Em meio ao saturado panorama do cinema de zumbis, um novo concorrente da Indonésia se prepara para redefinir o apocalipse, ancorando o terror não em um vírus de laboratório ou uma praga inexplicável, mas nas profundezas de sua própria herança cultural. “O Elixir”, cujo título original é “Abadi Nan Jaya”, surge como o primeiro filme de zumbi indonésio produzido em colaboração com a Netflix, uma proposta que funde o horror visceral com drama familiar, folclore local e até toques de comédia de humor negro.

Dirigido pelo aclamado mestre do terror Kimo Stamboel, o filme se afasta das convenções ocidentais do gênero para explorar uma premissa singularmente inquietante: um surto de mortos-vivos desencadeado por um elixir herbal tradicional destinado a conceder a juventude eterna. A narrativa se articula em torno da ambição desmedida e da arrogância humana, apresentando uma catástrofe que não é um evento aleatório, mas uma consequência direta da perversão de uma antiga tradição.

Ao situar a origem da praga no jamu — a medicina herbal tradicional da Indonésia —, o filme realiza uma deliberada “domesticação” de um arquétipo de terror global. O zumbi, habitualmente um símbolo de ansiedades sobre a ciência descontrolada ou o colapso social, é recontextualizado aqui como um monstro nascido das entranhas da própria cultura. A ameaça não provém de um agente externo e desconhecido, mas da corrupção de um elemento intrínseco, destinado a curar, mas transformado em maldição pela ganância humana.

Essa abordagem torna o horror algo muito mais íntimo e perturbador. O monstro não é um “outro” alheio; é uma manifestação de “nós”, um reflexo de como as tradições mais sagradas podem ser profanadas na busca egoísta pelo poder e pela imortalidade. A história, portanto, promete ser mais do que uma simples luta pela sobrevivência; ela se perfila como uma exploração temática sobre a fragilidade da herança cultural diante da ambição humana.

A Trama: Ambição, Conflito Familiar e a Descida ao Caos

A narrativa de “O Elixir” se desenrola em um cenário que maximiza o isolamento e a tensão: uma remota vila perto de Yogyakarta, uma região emblemática da cultura javanesa. Este cenário rural e isolado funciona como um caldeirão, aprisionando seus personagens em um microcosmo onde as tensões internas estão prestes a explodir, muito antes de a ameaça sobrenatural se manifestar.

No coração desta comunidade está a família proprietária de um renomado negócio de medicina herbal chamado “Abadi Nan Jaya”, um nome que se traduz ironicamente como “Eternamente Vitorioso”. O negócio familiar, aliás, luta para se manter à tona em meio à concorrência moderna, o que adiciona uma camada de desespero às ações do patriarca.

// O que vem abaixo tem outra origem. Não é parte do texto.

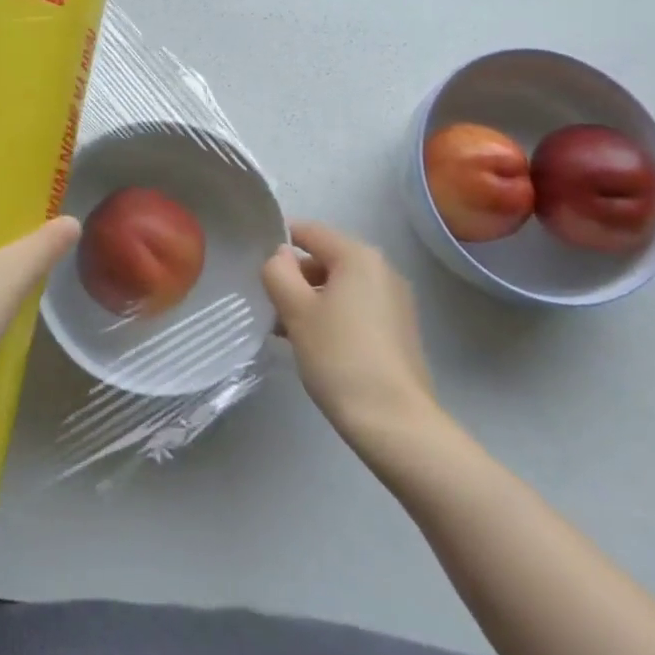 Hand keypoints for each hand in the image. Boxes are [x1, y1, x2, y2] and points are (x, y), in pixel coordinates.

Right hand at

O conflito se acende com a chegada de Kenes, interpretada por Mikha Tambayong, que retorna ao seu lar para confrontar seu pai, o patriarca Sadimin (Donny Damara), sobre o futuro do negócio e suas controversas decisões pessoais. A disputa não é apenas profissional, mas profundamente pessoal, estabelecendo desde o início um drama focado no legado, no controle geracional e em feridas emocionais não resolvidas. A tensão se intensifica drasticamente quando Kenes descobre a intenção de sua melhor amiga, Karina (Eva Celia), de se casar com seu pai idoso, Sadimin. Esse triângulo de relacionamentos adiciona uma camada de traição e ciúmes que envenena ainda mais a atmosfera familiar, levando as emoções ao limite.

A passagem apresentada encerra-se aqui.